In 2003, Nokia and the maker of Blackberry devices, Research in Motion (RIM), entered into a license agreement allowing RIM and Nokia to share some standard-essential patents. Eight years later in 2011, RIM argued that Nokia’s WLAN patents, which it is using in its devices, should be included in the original standard-essential patents agreement.
To this end, RIM has sought arbitration in Sweden.
Nokia argued that by using its WLAN technology, RIM violated its patents. Nokia’s argument is that its WLAN technology is intellectual property and not part of its standard-essential patents. Nokia requested that royalty payments should be made by RIM.
In May of 2012, Nokia tried to protect what it considers to be its intellectual property, and claimed that 45 of its patents were violated.
Nokia’s chief legal officer, Louise Pentland, said “We’d rather that other companies respect our intellectual property and compete using their own innovations. Many of these inventions are fundamental to Nokia products.”
In November 2012, RIM was the loser in the arbitration process. A Swedish arbitrator ruled in favor of Nokia. This, in turn, led Nokia to say that all lawsuits in the U.S., Canada and the U.K. are at an end.

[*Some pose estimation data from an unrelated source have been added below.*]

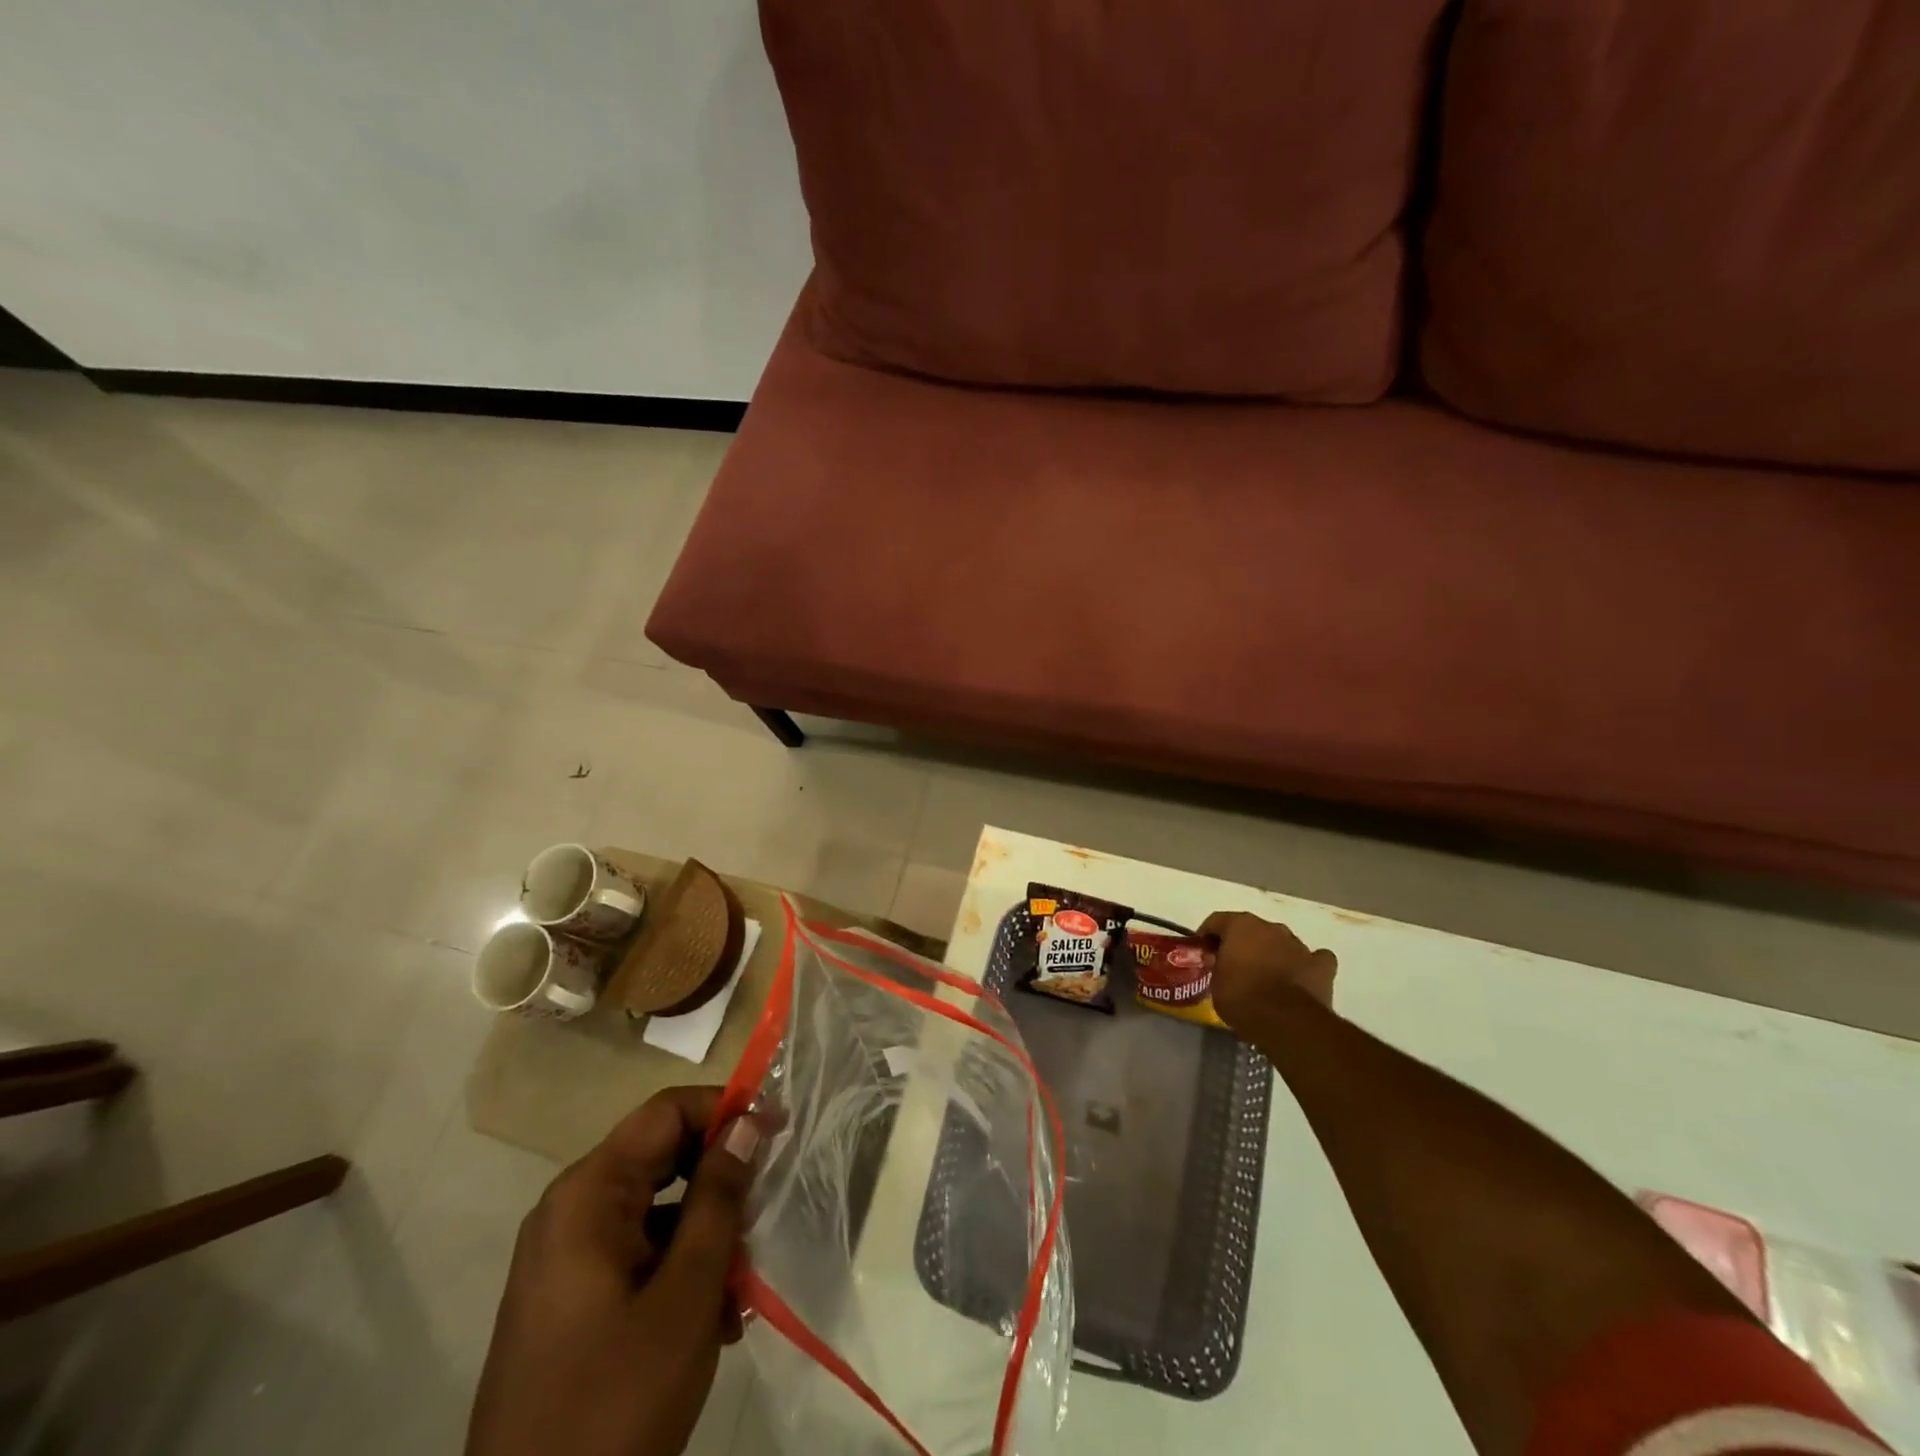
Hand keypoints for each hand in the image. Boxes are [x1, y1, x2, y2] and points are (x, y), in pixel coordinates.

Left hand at [466, 1086, 761, 1455]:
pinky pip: (636, 1250)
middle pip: (660, 1155)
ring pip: (655, 1207)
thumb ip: (719, 1197)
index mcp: (588, 1194)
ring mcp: (563, 1256)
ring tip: (744, 1280)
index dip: (726, 1108)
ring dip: (706, 1229)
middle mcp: (569, 1209)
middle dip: (720, 1176)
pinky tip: (714, 1316)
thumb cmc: (615, 1401)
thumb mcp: (687, 1292)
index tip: (778, 1129)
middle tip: (766, 1206)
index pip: (667, 1111)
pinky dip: (679, 1264)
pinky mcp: (568, 1296)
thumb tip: (747, 1123)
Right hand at [1199, 910, 1338, 1027]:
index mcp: (1241, 925)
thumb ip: (1218, 967)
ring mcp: (1299, 945)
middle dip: (1243, 944)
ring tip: (1266, 978)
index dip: (1208, 936)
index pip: (1217, 921)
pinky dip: (1307, 966)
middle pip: (1252, 930)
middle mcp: (1271, 928)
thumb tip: (1222, 965)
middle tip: (1234, 966)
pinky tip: (1300, 978)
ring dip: (1273, 954)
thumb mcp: (1215, 983)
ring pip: (1282, 943)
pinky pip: (1314, 959)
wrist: (1286, 1022)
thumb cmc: (1242, 998)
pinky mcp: (1322, 967)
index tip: (1203, 952)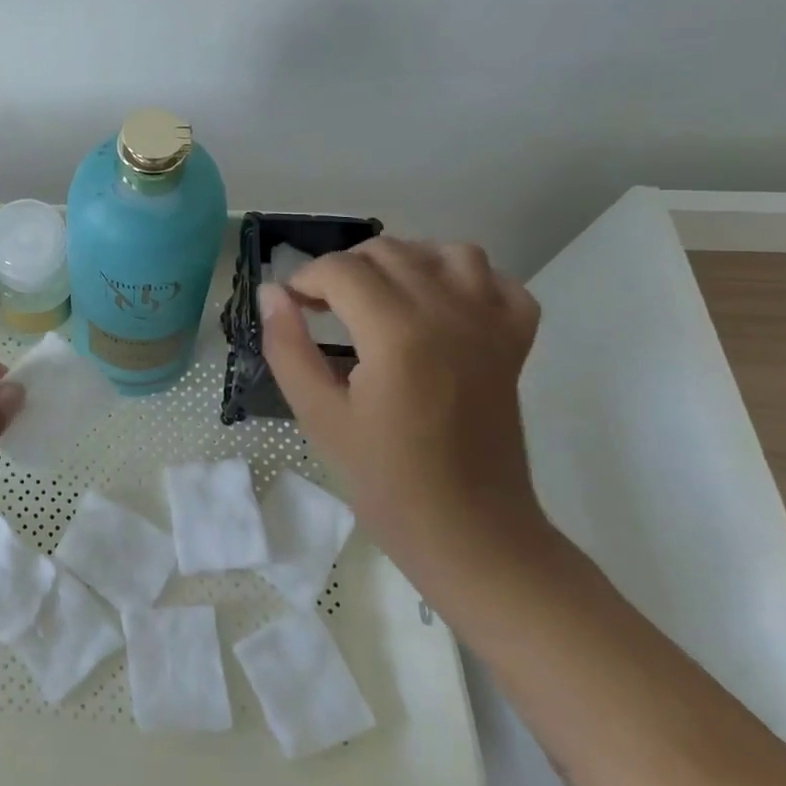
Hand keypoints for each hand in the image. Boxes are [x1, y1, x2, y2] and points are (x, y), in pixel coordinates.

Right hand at [256, 237, 546, 582]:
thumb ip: (288, 347)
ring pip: (447, 252)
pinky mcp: (514, 343)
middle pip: (388, 251)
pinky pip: (498, 283)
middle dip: (344, 269)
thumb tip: (272, 293)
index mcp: (398, 334)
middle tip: (322, 307)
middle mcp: (449, 314)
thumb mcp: (318, 416)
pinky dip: (467, 279)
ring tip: (378, 295)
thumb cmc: (387, 481)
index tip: (291, 306)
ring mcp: (490, 326)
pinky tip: (438, 304)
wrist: (472, 533)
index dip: (305, 279)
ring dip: (404, 261)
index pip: (341, 270)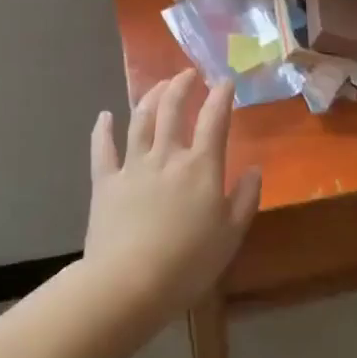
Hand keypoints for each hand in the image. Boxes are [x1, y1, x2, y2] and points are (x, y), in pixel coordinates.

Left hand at [83, 71, 261, 328]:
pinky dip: (103, 129)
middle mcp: (167, 156)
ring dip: (151, 97)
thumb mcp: (231, 235)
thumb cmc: (188, 262)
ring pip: (141, 120)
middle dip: (182, 86)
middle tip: (188, 74)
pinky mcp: (105, 182)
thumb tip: (253, 170)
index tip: (225, 81)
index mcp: (201, 167)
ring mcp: (133, 166)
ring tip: (158, 85)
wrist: (129, 283)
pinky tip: (105, 116)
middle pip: (173, 109)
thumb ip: (245, 198)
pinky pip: (102, 148)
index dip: (221, 96)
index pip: (215, 120)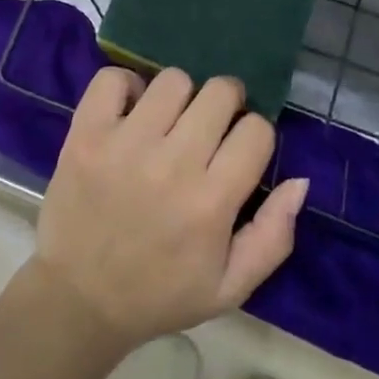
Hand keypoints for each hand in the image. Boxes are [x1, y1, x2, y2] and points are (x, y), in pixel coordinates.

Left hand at [33, 68, 307, 349]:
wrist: (79, 300)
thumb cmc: (159, 294)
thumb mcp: (230, 287)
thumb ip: (273, 236)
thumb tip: (300, 181)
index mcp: (211, 202)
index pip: (256, 130)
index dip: (253, 135)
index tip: (238, 150)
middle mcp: (172, 164)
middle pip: (219, 92)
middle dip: (224, 104)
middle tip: (208, 127)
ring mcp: (125, 143)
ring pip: (173, 80)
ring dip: (179, 96)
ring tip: (168, 122)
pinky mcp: (86, 133)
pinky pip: (113, 78)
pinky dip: (126, 86)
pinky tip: (129, 112)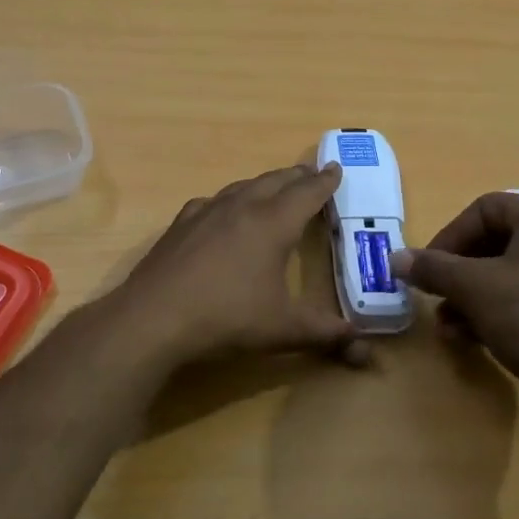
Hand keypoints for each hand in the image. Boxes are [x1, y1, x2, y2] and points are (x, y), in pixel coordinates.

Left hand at [108, 163, 362, 369]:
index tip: (336, 169)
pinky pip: (212, 202)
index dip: (325, 182)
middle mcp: (241, 207)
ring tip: (273, 189)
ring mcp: (206, 212)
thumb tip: (365, 349)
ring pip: (243, 186)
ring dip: (264, 184)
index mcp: (272, 223)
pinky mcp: (180, 224)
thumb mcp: (284, 330)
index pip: (307, 193)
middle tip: (311, 175)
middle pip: (275, 181)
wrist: (153, 318)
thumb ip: (326, 334)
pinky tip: (222, 212)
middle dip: (297, 177)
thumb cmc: (227, 319)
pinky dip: (229, 200)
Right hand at [390, 194, 518, 437]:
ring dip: (472, 296)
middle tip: (436, 298)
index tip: (426, 270)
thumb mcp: (474, 290)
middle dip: (458, 273)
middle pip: (496, 242)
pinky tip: (474, 337)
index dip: (448, 237)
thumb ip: (433, 268)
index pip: (483, 210)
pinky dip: (498, 309)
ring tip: (449, 327)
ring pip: (510, 273)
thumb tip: (396, 258)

Paul Mein, chief intellectual property officer at Nokia, was quoted as saying, “We are very pleased to have resolved our patent licensing issues with RIM and reached this new agreement, while maintaining Nokia’s ability to protect our unique product differentiation.”
There was no comment from either Nokia or RIM as to how much money was agreed upon to settle the dispute. Nokia is also not making public as to which of its patents were included in this deal.
Nokia is also not disclosing which of the 45 patents were violated by RIM, HTC and Viewsonic, but it did say that they have spent close to $60 billion on research and development over the last 20 years.
To settle everything, the Blackberry maker will make a one-time undisclosed payment to Nokia. In addition to this payment, RIM will make royalty payments to Nokia for the continued use of its patents.